TASK DETAILS = Reproduce the complete set of records exactly. No picture is to appear in the copy.

(Records from a data source)
————————

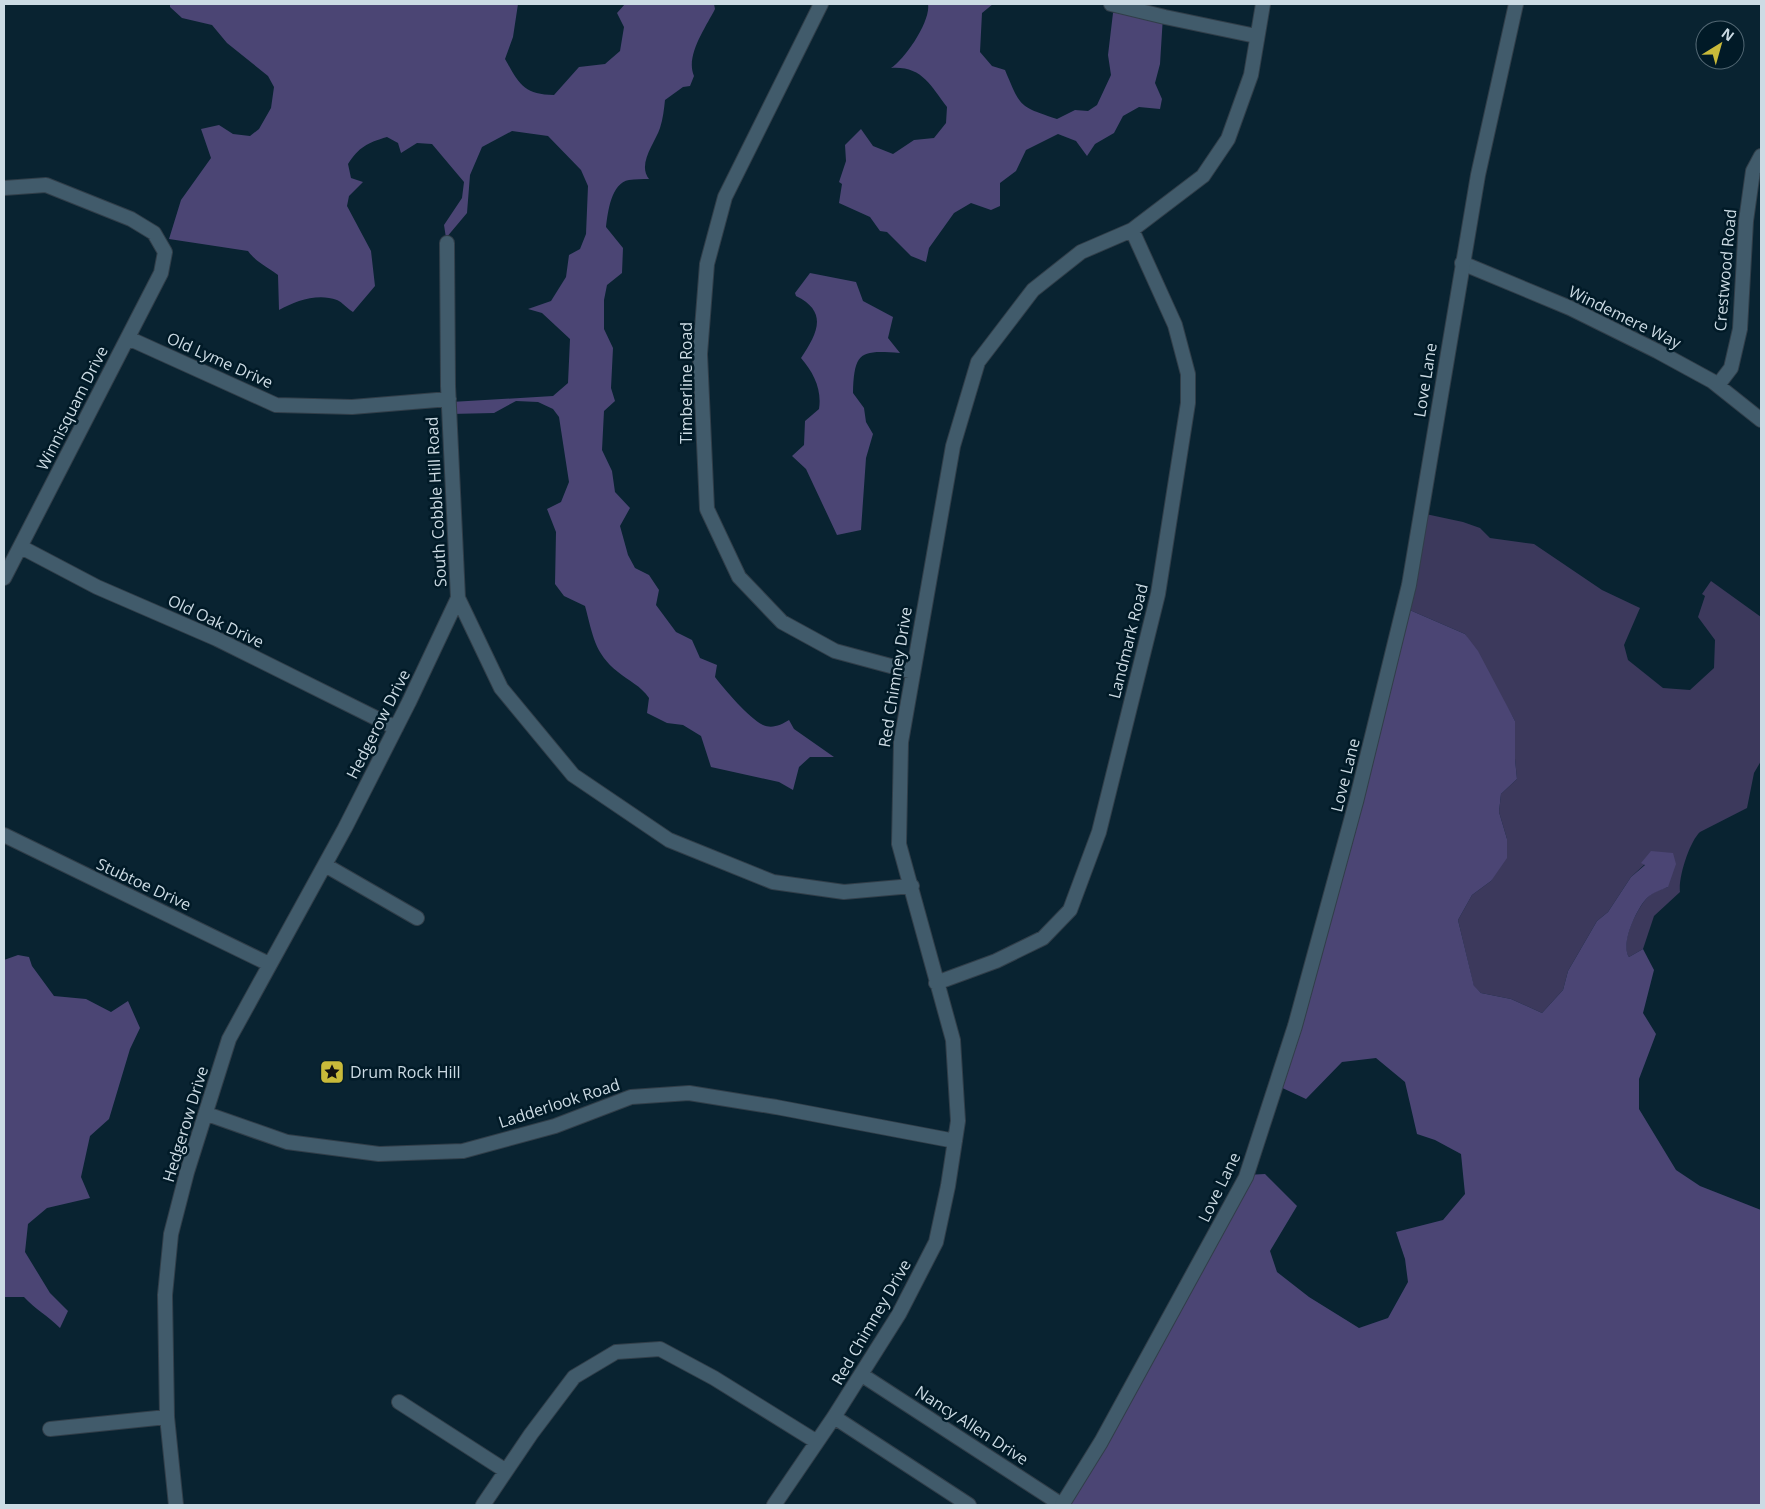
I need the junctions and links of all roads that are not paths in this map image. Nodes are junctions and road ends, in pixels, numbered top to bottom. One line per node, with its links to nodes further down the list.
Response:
1 (821, 4): 18 (street, Timberline Road)
2 (1111, 4): 5 (street)
3 (1262, 4): 5 (street, Red Chimney Drive)
4 (1516, 4): 10 (street, Love Lane)
5 (1256, 36): 8 (street, Red Chimney Drive)
6 (1761, 156): 12 (street, Crestwood Road)
7 (4, 188): 11 (street, Winnisquam Drive)
8 (1132, 230): 18 (street, Red Chimney Drive); 25 (street, Landmark Road)
9 (447, 243): 13 (street, South Cobble Hill Road)
10 (1462, 263): 12 (street, Windemere Way); 39 (street, Love Lane)
11 (128, 338): 13 (street, Old Lyme Drive); 15 (street, Winnisquam Drive)
12 (1718, 385): 14 (street, Windemere Way)
13 (449, 399): 17 (street, South Cobble Hill Road)
14 (1761, 420)
15 (21, 547): 16 (street, Winnisquam Drive); 19 (street, Old Oak Drive)
16 (4, 578)
17 (458, 598): 19 (street, Hedgerow Drive); 22 (street, South Cobble Hill Road)
18 (913, 672): 22 (street, Red Chimney Drive)
19 (396, 728): 21 (street, Hedgerow Drive)
20 (4, 836): 24 (street, Stubtoe Drive)
21 (325, 865): 23 (street); 24 (street, Hedgerow Drive)
22 (912, 886): 25 (street, Red Chimney Drive)
23 (417, 918)
24 (269, 964): 26 (street, Hedgerow Drive)
25 (936, 983): 27 (street, Red Chimney Drive)
26 (207, 1114): 27 (street, Ladderlook Road); 30 (street, Hedgerow Drive)
27 (955, 1141): 28 (street, Red Chimney Drive)
28 (862, 1375): 31 (street, Red Chimney Drive); 39 (street, Nancy Allen Drive)
29 (399, 1402): 34 (street)
30 (167, 1417): 32 (street); 35 (street, Hedgerow Drive)
31 (834, 1417): 33 (street, Red Chimney Drive); 38 (street)
32 (50, 1429)
33 (818, 1442): 34 (street); 37 (street, Red Chimney Drive)
34 (506, 1471): 36 (street)
35 (176, 1505)
36 (483, 1505)
37 (774, 1505)
38 (969, 1505)
39 (1062, 1505)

————————

RESULT OF THIS TASK =
I need the junctions and links of all roads that are not paths in this map image. Nodes are junctions and road ends, in pixels, numbered top to bottom. One line per node, with its links to nodes further down the list.
Response:
1 (821, 4): 18 (street, Timberline Road)
2 (1111, 4): 5 (street)
3 (1262, 4): 5 (street, Red Chimney Drive)
4 (1516, 4): 10 (street, Love Lane)
5 (1256, 36): 8 (street, Red Chimney Drive)
6 (1761, 156): 12 (street, Crestwood Road)
7 (4, 188): 11 (street, Winnisquam Drive)
8 (1132, 230): 18 (street, Red Chimney Drive); 25 (street, Landmark Road)
9 (447, 243): 13 (street, South Cobble Hill Road)
10 (1462, 263): 12 (street, Windemere Way); 39 (street, Love Lane)
11 (128, 338): 13 (street, Old Lyme Drive); 15 (street, Winnisquam Drive)
12 (1718, 385): 14 (street, Windemere Way)
13 (449, 399): 17 (street, South Cobble Hill Road)
14 (1761, 420)
15 (21, 547): 16 (street, Winnisquam Drive); 19 (street, Old Oak Drive)
16 (4, 578)
17 (458, 598): 19 (street, Hedgerow Drive); 22 (street, South Cobble Hill Road)
18 (913, 672): 22 (street, Red Chimney Drive)
19 (396, 728): 21 (street, Hedgerow Drive)
20 (4, 836): 24 (street, Stubtoe Drive)
21 (325, 865): 23 (street); 24 (street, Hedgerow Drive)
22 (912, 886): 25 (street, Red Chimney Drive)
23 (417, 918)
24 (269, 964): 26 (street, Hedgerow Drive)
25 (936, 983): 27 (street, Red Chimney Drive)
26 (207, 1114): 27 (street, Ladderlook Road); 30 (street, Hedgerow Drive)
27 (955, 1141): 28 (street, Red Chimney Drive)
28 (862, 1375): 31 (street, Red Chimney Drive); 39 (street, Nancy Allen Drive)
29 (399, 1402): 34 (street)
30 (167, 1417): 32 (street); 35 (street, Hedgerow Drive)
31 (834, 1417): 33 (street, Red Chimney Drive); 38 (street)
32 (50, 1429)
33 (818, 1442): 34 (street); 37 (street, Red Chimney Drive)
34 (506, 1471): 36 (street)
35 (176, 1505)
36 (483, 1505)
37 (774, 1505)
38 (969, 1505)
39 (1062, 1505)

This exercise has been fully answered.